◆ Task to carry out
Could you filter the records below and keep only the lines with the word "BANDEIRANTES"?

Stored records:

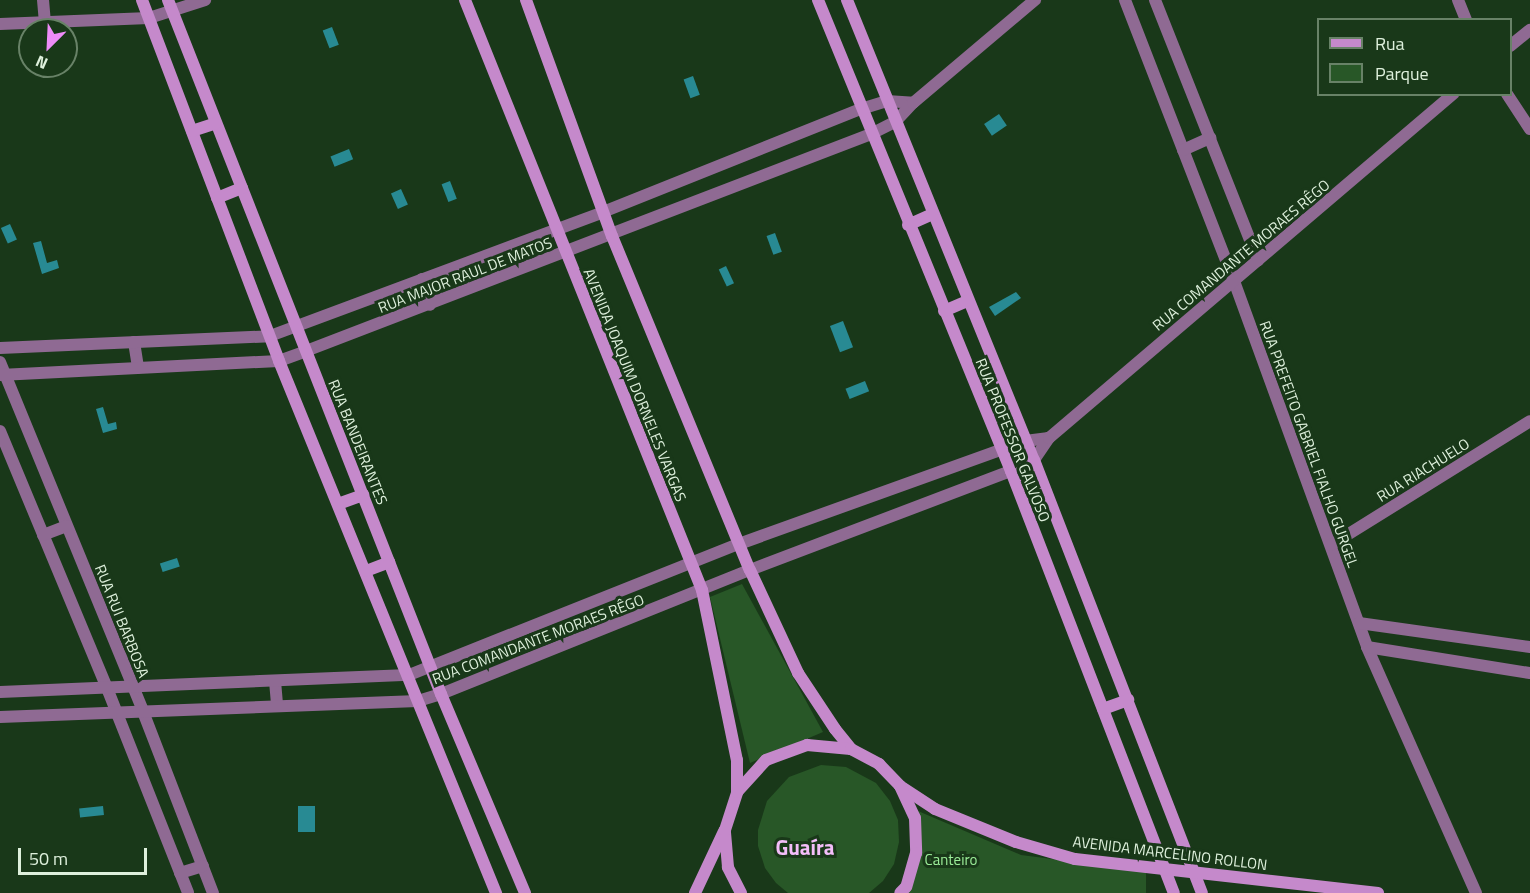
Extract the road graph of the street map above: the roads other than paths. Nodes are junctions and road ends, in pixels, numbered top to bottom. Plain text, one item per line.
1 (43, 0) edge
2 (142, 0) edge
3 (205, 0) edge
4 (465, 0) edge
5 (526, 0) edge
6 (818, 0) edge
7 (847, 0) edge
8 (1035, 0) edge
9 (1125, 0) edge
10 (1155, 0) edge
11 (1458, 0) edge
12 (171, 6) edge
13 (45, 18) edge
14 (149, 18) junction
15 (1465, 18) edge
16 (78, 21) edge
17 (18, 23) edge
18 (0, 24) edge
19 (1530, 30) edge
20 (1512, 44) edge
21 (1451, 96) edge
22 (1508, 96) edge
23 (887, 101) junction
24 (913, 103) junction
25 (861, 109) junction
26 (896, 121) junction
27 (216, 123) junction
28 (1530, 129) edge
29 (192, 131) junction
30 (871, 134) junction
31 (1210, 138) junction
32 (1183, 150) junction
33 (242, 188) junction
34 (217, 198) junction
35 (603, 213) junction
36 (933, 214) junction
37 (908, 225) junction
38 (556, 229) junction
39 (612, 236) junction
40 (566, 253) junction
41 (1258, 260) junction
42 (422, 279) junction
43 (1234, 281) junction
44 (968, 301) junction
45 (430, 305) junction
46 (944, 310) junction
47 (296, 326) junction
48 (270, 336) junction
49 (134, 342) junction
50 (0, 348) edge
51 (306, 351) junction
52 (279, 361) junction
53 (0, 362) edge
54 (138, 368) junction
55 (2, 375) edge
56 (1530, 421) edge
57 (0, 431) edge
58 (1049, 438) junction
59 (1025, 441) junction
60 (1001, 449) junction
61 (1034, 460) junction
62 (1011, 471) junction
63 (363, 495) junction
64 (338, 504) junction
65 (66, 525) junction
66 (43, 535) junction
67 (739, 544) junction
68 (1331, 545) junction
69 (389, 562) junction
70 (691, 563) junction
71 (750, 570) junction
72 (366, 571) junction
73 (702, 590) junction
74 (1359, 623) junction
75 (1367, 647) junction
76 (1530, 647) edge
77 (431, 668) junction
78 (1530, 673) edge
79 (409, 675) junction
80 (274, 681) junction
81 (133, 686) junction
82 (107, 688) junction
83 (0, 692) edge
84 (441, 694) junction
85 (1128, 700) junction
86 (418, 701) junction
87 (277, 705) junction
88 (142, 709) junction
89 (1103, 709) junction
90 (117, 712) junction
91 (0, 717) edge
92 (851, 749) junction
93 (900, 786) junction
94 (736, 792) junction
95 (725, 830) junction
96 (202, 866) junction
97 (1164, 868) junction
98 (1194, 871) junction
99 (180, 873) junction
100 (188, 893) edge
101 (213, 893) edge
102 (496, 893) edge
103 (525, 893) edge
104 (695, 893) edge
105 (741, 893) edge
106 (900, 893) edge
107 (1174, 893) edge
108 (1202, 893) edge
109 (1378, 893) edge
110 (1476, 893) edge

1 - 13 street
2 - 14 street
3 - 12 street
4 - 38 street, AVENIDA JOAQUIM DORNELES VARGAS
5 - 35 street
6 - 25 street, RUA PROFESSOR GALVOSO
7 - 23 street, RUA PROFESSOR GALVOSO
8 - 24 street, RUA MAJOR RAUL DE MATOS
9 - 32 street, RUA PREFEITO GABRIEL FIALHO GURGEL
10 - 31 street
11 - 15 street
12 - 14 street
12 - 27 street, RUA BANDEIRANTES
14 - 16 street
14 - 29 street
17 - 18 street
19 - 20 street
21 - 41 street, RUA COMANDANTE MORAES RÊGO
22 - 28 street
23 - 24 street, RUA MAJOR RAUL DE MATOS
23 - 25 street, RUA MAJOR RAUL DE MATOS
23 - 26 street, RUA PROFESSOR GALVOSO
24 - 26 street, RUA MAJOR RAUL DE MATOS
25 - 30 street, RUA PROFESSOR GALVOSO
25 - 35 street, RUA MAJOR RAUL DE MATOS
26 - 30 street, RUA MAJOR RAUL DE MATOS
26 - 36 street, RUA PROFESSOR GALVOSO
27 - 29 street
27 - 33 street, RUA BANDEIRANTES
29 - 34 street
30 - 37 street, RUA PROFESSOR GALVOSO
30 - 39 street, RUA MAJOR RAUL DE MATOS
31 - 32 street
31 - 41 street
32 - 43 street, RUA PREFEITO GABRIEL FIALHO GURGEL
33 - 34 street
33 - 47 street, RUA BANDEIRANTES
34 - 48 street
35 - 38 street, RUA MAJOR RAUL DE MATOS
35 - 39 street
36 - 37 street
36 - 44 street, RUA PROFESSOR GALVOSO
37 - 46 street, RUA PROFESSOR GALVOSO
38 - 40 street, AVENIDA JOAQUIM DORNELES VARGAS
38 - 42 street, RUA MAJOR RAUL DE MATOS
39 - 40 street, RUA MAJOR RAUL DE MATOS
39 - 67 street
40 - 45 street, RUA MAJOR RAUL DE MATOS
40 - 70 street, AVENIDA JOAQUIM DORNELES VARGAS
41 - 43 street, RUA COMANDANTE MORAES RÊGO
42 - 45 street
42 - 47 street, RUA MAJOR RAUL DE MATOS
43 - 58 street, RUA COMANDANTE MORAES RÊGO
43 - 68 street, RUA PREFEITO GABRIEL FIALHO GURGEL
44 - 46 street
44 - 59 street, RUA PROFESSOR GALVOSO
45 - 51 street, RUA MAJOR RAUL DE MATOS
46 - 60 street, RUA PROFESSOR GALVOSO
47 - 48 street, RUA MAJOR RAUL DE MATOS
47 - 51 street, RUA BANDEIRANTES
48 - 49 street, RUA MAJOR RAUL DE MATOS
48 - 52 street
49 - 50 street, RUA MAJOR RAUL DE MATOS
49 - 54 street
51 - 52 street, RUA MAJOR RAUL DE MATOS
51 - 63 street, RUA BANDEIRANTES
52 - 54 street, RUA MAJOR RAUL DE MATOS
52 - 64 street
53 - 55 street, RUA RUI BARBOSA
54 - 55 street, RUA MAJOR RAUL DE MATOS
55 - 65 street, RUA RUI BARBOSA
56 - 68 street, RUA RIACHUELO
57 - 66 street
58 - 59 street, RUA COMANDANTE MORAES RÊGO
58 - 61 street, RUA COMANDANTE MORAES RÊGO
59 - 60 street, RUA COMANDANTE MORAES RÊGO
59 - 61 street, RUA PROFESSOR GALVOSO
60 - 62 street, RUA PROFESSOR GALVOSO
60 - 67 street, RUA COMANDANTE MORAES RÊGO
61 - 62 street, RUA COMANDANTE MORAES RÊGO
61 - 85 street, RUA PROFESSOR GALVOSO
62 - 71 street, RUA COMANDANTE MORAES RÊGO
62 - 89 street, RUA PROFESSOR GALVOSO
63 - 64 street
63 - 69 street, RUA BANDEIRANTES
64 - 72 street
65 - 66 street
65 - 81 street, RUA RUI BARBOSA
66 - 82 street
67 - 70 street, RUA COMANDANTE MORAES RÊGO
67 - 71 street
68 - 74 street, RUA PREFEITO GABRIEL FIALHO GURGEL
69 - 72 street
69 - 77 street, RUA BANDEIRANTES
70 - 73 street, AVENIDA JOAQUIM DORNELES VARGAS
70 - 77 street, RUA COMANDANTE MORAES RÊGO
71 - 73 street, RUA COMANDANTE MORAES RÊGO
71 - 92 street
72 - 79 street
73 - 84 street, RUA COMANDANTE MORAES RÊGO
73 - 94 street, AVENIDA JOAQUIM DORNELES VARGAS
74 - 75 street, RUA PREFEITO GABRIEL FIALHO GURGEL
74 - 76 street
75 - 78 street
75 - 110 street, RUA PREFEITO GABRIEL FIALHO GURGEL
77 - 79 street, RUA COMANDANTE MORAES RÊGO
77 - 84 street, RUA BANDEIRANTES
79 - 80 street, RUA COMANDANTE MORAES RÊGO
79 - 86 street
80 - 81 street, RUA COMANDANTE MORAES RÊGO
80 - 87 street
81 - 82 street, RUA COMANDANTE MORAES RÊGO
81 - 88 street, RUA RUI BARBOSA
82 - 83 street, RUA COMANDANTE MORAES RÊGO
82 - 90 street
84 - 86 street, RUA COMANDANTE MORAES RÊGO
84 - 103 street, RUA BANDEIRANTES
85 - 89 street
85 - 98 street, RUA PROFESSOR GALVOSO
86 - 87 street, RUA COMANDANTE MORAES RÊGO
86 - 102 street
87 - 88 street, RUA COMANDANTE MORAES RÊGO
88 - 90 street, RUA COMANDANTE MORAES RÊGO
88 - 96 street, RUA RUI BARBOSA
89 - 97 street, RUA PROFESSOR GALVOSO
90 - 91 street, RUA COMANDANTE MORAES RÊGO
90 - 99 street
92 - 93 street
92 - 94 street
93 - 97 street, AVENIDA MARCELINO ROLLON
93 - 106 street
94 - 95 street
95 - 104 street
95 - 105 street
96 - 99 street
96 - 101 street, RUA RUI BARBOSA
97 - 98 street, AVENIDA MARCELINO ROLLON
97 - 107 street, RUA PROFESSOR GALVOSO
98 - 108 street, RUA PROFESSOR GALVOSO
98 - 109 street, AVENIDA MARCELINO ROLLON
99 - 100 street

◆ Exercise solution
12 - 27 street, RUA BANDEIRANTES
27 - 33 street, RUA BANDEIRANTES
33 - 47 street, RUA BANDEIRANTES
47 - 51 street, RUA BANDEIRANTES
51 - 63 street, RUA BANDEIRANTES
63 - 69 street, RUA BANDEIRANTES
69 - 77 street, RUA BANDEIRANTES
77 - 84 street, RUA BANDEIRANTES
84 - 103 street, RUA BANDEIRANTES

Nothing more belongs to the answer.